Visitors to the garden at Elizabeth Gaskell’s House in summer will currently find them in a few places; in crates outside the Drawing Room window brightening up the back wall, lurking amongst other shrubs and plants near the fence on Swinton Grove, and newly grown for this year, along the brick wall that divides us from the neighbouring property
We don’t know for certain that Elizabeth Gaskell grew them in her garden, though I really hope she did. We have managed to find one reference to them in her work. In Sylvia’s Lovers Chapter 41 she writes ‘The roadside cottage gardens were gay with hollyhocks and Michaelmas daisies and marigolds, and the bright panes of the windows glittered through a veil of China roses.’ What a vivid description.
The Common Hollyhock or Alcea rosea originated in China and moved into Europe during the 15th Century. They are first mentioned in print in The Great Herbal of William Turner (1509-1568) who has been described as the father of English Botany. He lists the Holyoke, its name derived from Middle English Holy and Anglo Saxon or Celtic (Welsh) hoc meaning mallow. This derivation of their name is also given in the Oxford English Dictionary
Another more exotic explanation for their name is that the plants were used to make a salve that was good for crusaders’ horses which had been injured on their hind legs or hocks. So Holly is from holy/The Holy Land and hock, the injured part of the horse. This and much more historical information about them is on: https://thegardenstrust.blog/2020/09/05/hollyhocks/
The site mentioned above also shows a very early illustration of them by Jean Bourdichon from The Grand Book of Hours commissioned by Anne of Brittany (1477-1514), Queen of France. Painted between 1503-1508, they are described as roses d’ oustremer or roses from overseas .
In the 19th Century Elizabeth Gaskell’s distant cousin Charles Darwin took a great interest in the plant for many years, fascinated by its ability to stay true to its colour even when planted close together with others. He conducted lengthy experiments and decided to ask ‘…. other “celebrated growers’ of hollyhocks, ‘such as Mr Chator of Saffron Walden’ for information and advice. ‘The facts which I wish to know, are whether some or many of the variations of Hollyhock come true by seed. And secondly whether the great raisers of Hollyhock seed, who sell named kinds, whether they grow the varieties far apart to prevent crossing. And thirdly, whether when vars. of Hollyhocks are artificially crossed & castrated, whether the colours of the seedlings are generally intermediate.’
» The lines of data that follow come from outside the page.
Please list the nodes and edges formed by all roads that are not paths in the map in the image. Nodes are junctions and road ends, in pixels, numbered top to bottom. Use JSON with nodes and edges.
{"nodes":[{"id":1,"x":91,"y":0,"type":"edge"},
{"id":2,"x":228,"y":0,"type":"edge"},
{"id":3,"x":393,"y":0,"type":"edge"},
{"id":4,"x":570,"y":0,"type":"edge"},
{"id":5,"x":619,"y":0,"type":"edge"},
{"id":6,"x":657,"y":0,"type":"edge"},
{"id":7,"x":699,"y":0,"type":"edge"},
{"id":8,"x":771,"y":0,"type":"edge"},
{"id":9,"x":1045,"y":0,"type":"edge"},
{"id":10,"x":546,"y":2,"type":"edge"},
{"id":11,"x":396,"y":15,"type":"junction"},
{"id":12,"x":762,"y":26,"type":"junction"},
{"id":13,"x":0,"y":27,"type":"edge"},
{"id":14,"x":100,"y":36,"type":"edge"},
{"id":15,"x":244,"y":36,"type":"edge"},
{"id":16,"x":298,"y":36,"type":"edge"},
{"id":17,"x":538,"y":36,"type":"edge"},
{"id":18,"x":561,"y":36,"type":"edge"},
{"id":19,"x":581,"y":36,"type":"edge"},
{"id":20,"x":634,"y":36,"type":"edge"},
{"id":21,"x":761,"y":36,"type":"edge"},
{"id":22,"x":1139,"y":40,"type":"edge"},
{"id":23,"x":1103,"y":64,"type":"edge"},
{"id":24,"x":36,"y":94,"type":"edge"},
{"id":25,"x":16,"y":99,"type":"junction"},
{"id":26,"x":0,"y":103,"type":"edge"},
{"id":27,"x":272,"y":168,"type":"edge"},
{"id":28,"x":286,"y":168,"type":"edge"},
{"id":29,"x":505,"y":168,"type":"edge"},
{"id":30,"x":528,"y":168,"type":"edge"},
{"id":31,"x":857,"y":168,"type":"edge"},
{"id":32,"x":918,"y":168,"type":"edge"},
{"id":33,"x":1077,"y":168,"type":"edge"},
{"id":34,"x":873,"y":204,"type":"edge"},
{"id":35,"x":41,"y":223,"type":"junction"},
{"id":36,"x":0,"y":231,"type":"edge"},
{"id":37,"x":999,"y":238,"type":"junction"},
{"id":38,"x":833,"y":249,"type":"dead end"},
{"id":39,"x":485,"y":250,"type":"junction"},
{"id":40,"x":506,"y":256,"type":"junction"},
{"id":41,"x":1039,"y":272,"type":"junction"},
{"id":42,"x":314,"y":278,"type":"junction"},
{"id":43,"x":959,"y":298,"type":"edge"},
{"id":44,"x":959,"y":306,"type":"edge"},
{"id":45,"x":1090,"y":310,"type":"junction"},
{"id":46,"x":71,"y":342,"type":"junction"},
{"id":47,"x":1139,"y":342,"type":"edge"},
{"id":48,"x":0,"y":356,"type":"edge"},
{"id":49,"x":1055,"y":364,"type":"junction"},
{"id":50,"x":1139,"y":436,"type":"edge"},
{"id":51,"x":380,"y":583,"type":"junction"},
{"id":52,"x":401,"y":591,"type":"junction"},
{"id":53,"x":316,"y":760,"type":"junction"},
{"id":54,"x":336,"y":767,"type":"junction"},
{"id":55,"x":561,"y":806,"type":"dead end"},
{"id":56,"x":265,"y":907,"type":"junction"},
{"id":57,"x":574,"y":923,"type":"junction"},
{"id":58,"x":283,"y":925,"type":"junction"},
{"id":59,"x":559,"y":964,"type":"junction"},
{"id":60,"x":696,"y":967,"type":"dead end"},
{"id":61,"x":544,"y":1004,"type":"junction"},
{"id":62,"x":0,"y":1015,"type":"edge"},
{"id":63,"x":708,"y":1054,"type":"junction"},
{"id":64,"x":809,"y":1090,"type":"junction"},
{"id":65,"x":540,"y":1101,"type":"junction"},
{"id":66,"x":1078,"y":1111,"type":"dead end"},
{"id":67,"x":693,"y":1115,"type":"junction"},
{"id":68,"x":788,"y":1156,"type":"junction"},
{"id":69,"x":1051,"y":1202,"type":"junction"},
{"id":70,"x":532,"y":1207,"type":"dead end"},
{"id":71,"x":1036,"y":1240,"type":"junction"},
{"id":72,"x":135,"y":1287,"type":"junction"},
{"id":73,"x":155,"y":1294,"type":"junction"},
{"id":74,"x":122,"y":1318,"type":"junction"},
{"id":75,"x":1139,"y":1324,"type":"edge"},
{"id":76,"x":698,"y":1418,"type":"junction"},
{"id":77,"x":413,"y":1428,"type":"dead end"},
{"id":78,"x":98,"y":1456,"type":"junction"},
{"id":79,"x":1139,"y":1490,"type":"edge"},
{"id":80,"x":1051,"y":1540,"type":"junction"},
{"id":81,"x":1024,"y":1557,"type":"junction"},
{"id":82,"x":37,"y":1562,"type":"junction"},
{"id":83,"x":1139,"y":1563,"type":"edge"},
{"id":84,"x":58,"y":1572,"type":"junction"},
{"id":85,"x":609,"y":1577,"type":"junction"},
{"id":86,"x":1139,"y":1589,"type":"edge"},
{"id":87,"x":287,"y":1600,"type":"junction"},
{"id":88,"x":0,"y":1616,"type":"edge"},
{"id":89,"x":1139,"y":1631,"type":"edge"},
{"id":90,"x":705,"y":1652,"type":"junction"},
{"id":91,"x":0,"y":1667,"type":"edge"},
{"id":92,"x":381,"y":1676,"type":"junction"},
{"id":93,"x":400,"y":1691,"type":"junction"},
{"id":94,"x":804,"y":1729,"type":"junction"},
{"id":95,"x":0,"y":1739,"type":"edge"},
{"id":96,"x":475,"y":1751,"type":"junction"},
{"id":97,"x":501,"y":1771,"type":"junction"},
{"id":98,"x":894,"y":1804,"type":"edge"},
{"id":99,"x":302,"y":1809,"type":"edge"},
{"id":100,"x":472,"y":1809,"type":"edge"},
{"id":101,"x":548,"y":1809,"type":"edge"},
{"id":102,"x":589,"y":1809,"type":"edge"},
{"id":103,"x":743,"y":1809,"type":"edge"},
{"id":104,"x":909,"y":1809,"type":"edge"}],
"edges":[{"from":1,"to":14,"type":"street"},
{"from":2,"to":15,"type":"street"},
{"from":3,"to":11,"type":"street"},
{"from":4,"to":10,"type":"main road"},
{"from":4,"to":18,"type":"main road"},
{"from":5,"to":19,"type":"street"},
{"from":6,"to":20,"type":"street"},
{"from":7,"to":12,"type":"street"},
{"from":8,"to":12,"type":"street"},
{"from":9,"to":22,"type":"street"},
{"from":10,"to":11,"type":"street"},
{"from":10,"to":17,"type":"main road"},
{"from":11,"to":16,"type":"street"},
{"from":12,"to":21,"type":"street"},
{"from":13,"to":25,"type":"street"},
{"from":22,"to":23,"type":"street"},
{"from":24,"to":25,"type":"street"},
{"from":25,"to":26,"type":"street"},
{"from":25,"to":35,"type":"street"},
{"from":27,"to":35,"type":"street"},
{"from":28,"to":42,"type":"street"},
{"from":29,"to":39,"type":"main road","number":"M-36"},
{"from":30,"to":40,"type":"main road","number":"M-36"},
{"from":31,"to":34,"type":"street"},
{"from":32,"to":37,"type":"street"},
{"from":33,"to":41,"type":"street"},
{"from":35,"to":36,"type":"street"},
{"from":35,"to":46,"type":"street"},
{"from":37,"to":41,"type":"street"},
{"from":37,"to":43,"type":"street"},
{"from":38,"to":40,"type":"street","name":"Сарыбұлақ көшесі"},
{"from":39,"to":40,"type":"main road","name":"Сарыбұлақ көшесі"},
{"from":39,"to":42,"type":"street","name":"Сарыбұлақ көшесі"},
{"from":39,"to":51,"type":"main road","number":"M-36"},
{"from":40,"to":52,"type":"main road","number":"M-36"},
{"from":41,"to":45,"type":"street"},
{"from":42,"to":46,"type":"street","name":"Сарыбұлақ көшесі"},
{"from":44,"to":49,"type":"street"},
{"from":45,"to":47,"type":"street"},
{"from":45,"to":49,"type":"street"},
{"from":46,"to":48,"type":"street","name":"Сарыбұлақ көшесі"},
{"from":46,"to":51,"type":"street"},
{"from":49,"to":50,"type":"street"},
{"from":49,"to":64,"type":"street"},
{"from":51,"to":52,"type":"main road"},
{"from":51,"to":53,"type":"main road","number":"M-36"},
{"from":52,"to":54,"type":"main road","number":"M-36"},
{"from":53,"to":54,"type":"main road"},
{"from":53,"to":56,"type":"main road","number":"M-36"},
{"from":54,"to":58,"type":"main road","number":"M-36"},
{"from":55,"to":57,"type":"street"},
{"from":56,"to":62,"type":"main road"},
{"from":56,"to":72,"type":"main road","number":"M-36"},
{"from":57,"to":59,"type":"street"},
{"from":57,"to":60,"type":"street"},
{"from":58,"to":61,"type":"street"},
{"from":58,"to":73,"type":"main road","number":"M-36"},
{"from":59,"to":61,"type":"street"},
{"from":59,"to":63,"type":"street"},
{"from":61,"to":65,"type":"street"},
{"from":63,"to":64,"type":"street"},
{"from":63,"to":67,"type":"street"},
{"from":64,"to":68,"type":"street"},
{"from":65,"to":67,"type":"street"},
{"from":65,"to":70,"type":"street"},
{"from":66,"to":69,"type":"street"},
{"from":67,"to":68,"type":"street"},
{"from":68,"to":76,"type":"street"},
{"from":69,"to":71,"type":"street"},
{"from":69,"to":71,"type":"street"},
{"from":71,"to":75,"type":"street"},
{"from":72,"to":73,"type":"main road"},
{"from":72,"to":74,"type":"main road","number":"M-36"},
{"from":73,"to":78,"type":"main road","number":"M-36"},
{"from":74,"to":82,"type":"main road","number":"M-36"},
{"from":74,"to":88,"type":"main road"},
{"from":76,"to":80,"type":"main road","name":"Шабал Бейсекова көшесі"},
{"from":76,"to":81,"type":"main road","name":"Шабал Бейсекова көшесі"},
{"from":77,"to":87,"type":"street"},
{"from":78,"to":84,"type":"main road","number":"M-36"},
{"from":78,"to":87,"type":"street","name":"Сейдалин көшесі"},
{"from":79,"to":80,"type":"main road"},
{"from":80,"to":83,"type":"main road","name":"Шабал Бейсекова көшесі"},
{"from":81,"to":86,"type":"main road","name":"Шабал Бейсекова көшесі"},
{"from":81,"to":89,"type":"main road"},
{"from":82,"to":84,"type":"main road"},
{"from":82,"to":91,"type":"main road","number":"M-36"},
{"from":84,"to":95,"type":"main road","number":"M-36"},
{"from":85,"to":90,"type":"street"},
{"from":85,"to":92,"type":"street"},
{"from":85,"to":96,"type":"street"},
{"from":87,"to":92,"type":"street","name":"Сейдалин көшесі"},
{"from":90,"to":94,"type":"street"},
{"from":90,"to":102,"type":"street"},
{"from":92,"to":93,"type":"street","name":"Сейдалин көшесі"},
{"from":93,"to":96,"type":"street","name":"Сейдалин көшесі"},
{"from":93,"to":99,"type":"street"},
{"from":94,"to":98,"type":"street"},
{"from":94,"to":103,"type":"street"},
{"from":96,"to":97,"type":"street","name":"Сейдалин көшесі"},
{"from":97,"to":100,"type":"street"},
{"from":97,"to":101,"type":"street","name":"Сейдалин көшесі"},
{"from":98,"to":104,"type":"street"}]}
It seems that he was never able to come up with answers to his enquiries as the nurserymen who were assisting him fixated on developing double-flower varieties and destroyed the single flowers he had carefully obtained for his experiments in the process.
This week I learned one more delightful fact about the hollyhocks in the Elizabeth Gaskell’s House garden. The plants were grown from seed provided by fellow garden volunteer Ann. She obtained the seed from the owners of a B&B garden she used to visit in Somerset. The B&B was in the village of Montacute where there is a beautiful and special National Trust property dating from the beginning of the 17th Century. I grew up in Dorset not too many miles from Montacute and visited this property more than once with my parents in the1960s and 70s. So is it possible that I saw the ancestors of these hollyhocks in Somerset decades before I was planting their offspring around the garden at Elizabeth Gaskell’s House? How’s that for circularity!